Given data:
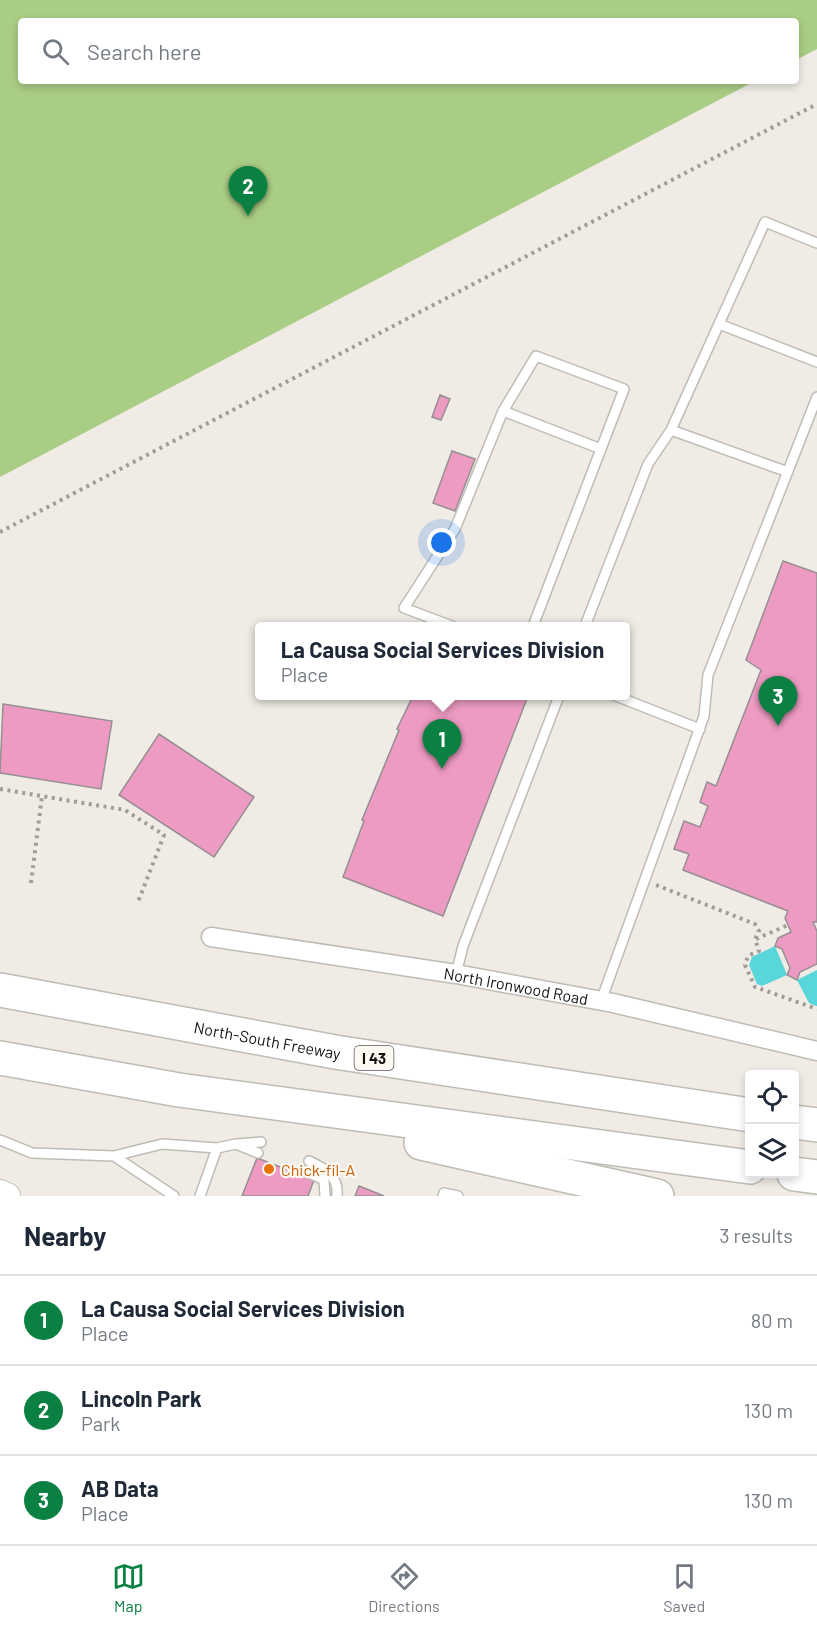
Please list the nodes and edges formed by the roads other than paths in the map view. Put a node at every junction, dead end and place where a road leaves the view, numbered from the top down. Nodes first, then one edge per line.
1 (817, 243) edge
2 (719, 324) junction
3 (817, 362) edge
4 (817, 397) edge
5 (503, 411) junction
6 (671, 430) junction
7 (601, 450) junction
8 (788, 472) junction
9 (439, 622) edge
10 (535, 622) edge
11 (587, 622) edge
12 (557, 700) edge
13 (626, 700) edge
14 (700, 729) junction
15 (211, 937) dead end
16 (456, 974) junction
17 (0, 990) edge
18 (601, 1001) junction
19 (817, 1051) edge
20 (0, 1058) edge
21 (179, 1090) junction
22 (745, 1114) edge
23 (799, 1123) edge
24 (817, 1125) edge
25 (0, 1140) edge
26 (261, 1142) dead end
27 (236, 1144) junction
28 (217, 1148) junction
29 (258, 1153) dead end
30 (114, 1156) junction
31 (309, 1161) dead end
32 (745, 1166) edge
33 (305, 1171) dead end
34 (0, 1193) edge
35 (7, 1196) edge
36 (174, 1196) edge
37 (200, 1196) edge
38 (325, 1196) edge
39 (337, 1196) edge
40 (443, 1196) edge
41 (459, 1196) edge
42 (657, 1196) edge

1 - 2 lane
2 - 3 lane
2 - 6 lane
4 - 8 lane
5 - 7 lane
5 - 7 lane
5 - 9 lane
6 - 8 lane
6 - 11 lane
7 - 10 lane
8 - 14 lane
12 - 16 lane
13 - 14 lane
14 - 18 lane
15 - 16 street, North Ironwood Road
16 - 18 street, North Ironwood Road
17 - 22 highway, North-South Freeway / I 43
18 - 19 street, North Ironwood Road
20 - 21 highway
21 - 32 highway
21 - 42 highway
23 - 24 highway
25 - 30 lane
26 - 27 lane
27 - 28 lane
27 - 29 lane
28 - 30 lane
28 - 37 lane
30 - 36 lane
31 - 39 lane
33 - 38 lane
34 - 35 main road
40 - 41 lane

Activity: Without including the pictures, copy all of the data exactly.

Result of this task:
Please list the nodes and edges formed by the roads other than paths in the map view. Put a node at every junction, dead end and place where a road leaves the view, numbered from the top down. Nodes first, then one edge per line.
1 (817, 243) edge
2 (719, 324) junction
3 (817, 362) edge
4 (817, 397) edge
5 (503, 411) junction
6 (671, 430) junction
7 (601, 450) junction
8 (788, 472) junction
9 (439, 622) edge
10 (535, 622) edge
11 (587, 622) edge
12 (557, 700) edge
13 (626, 700) edge
14 (700, 729) junction
15 (211, 937) dead end
16 (456, 974) junction
17 (0, 990) edge
18 (601, 1001) junction
19 (817, 1051) edge
20 (0, 1058) edge
21 (179, 1090) junction
22 (745, 1114) edge
23 (799, 1123) edge
24 (817, 1125) edge
25 (0, 1140) edge
26 (261, 1142) dead end
27 (236, 1144) junction
28 (217, 1148) junction
29 (258, 1153) dead end
30 (114, 1156) junction
31 (309, 1161) dead end
32 (745, 1166) edge
33 (305, 1171) dead end
34 (0, 1193) edge
35 (7, 1196) edge
36 (174, 1196) edge
37 (200, 1196) edge
38 (325, 1196) edge
39 (337, 1196) edge
40 (443, 1196) edge
41 (459, 1196) edge
42 (657, 1196) edge

1 - 2 lane
2 - 3 lane
2 - 6 lane
4 - 8 lane
5 - 7 lane
5 - 7 lane
5 - 9 lane
6 - 8 lane
6 - 11 lane
7 - 10 lane
8 - 14 lane
12 - 16 lane
13 - 14 lane
14 - 18 lane
15 - 16 street, North Ironwood Road
16 - 18 street, North Ironwood Road
17 - 22 highway, North-South Freeway / I 43
18 - 19 street, North Ironwood Road
20 - 21 highway
21 - 32 highway
21 - 42 highway
23 - 24 highway
25 - 30 lane
26 - 27 lane
27 - 28 lane
27 - 29 lane
28 - 30 lane
28 - 37 lane
30 - 36 lane
31 - 39 lane
33 - 38 lane
34 - 35 main road
40 - 41 lane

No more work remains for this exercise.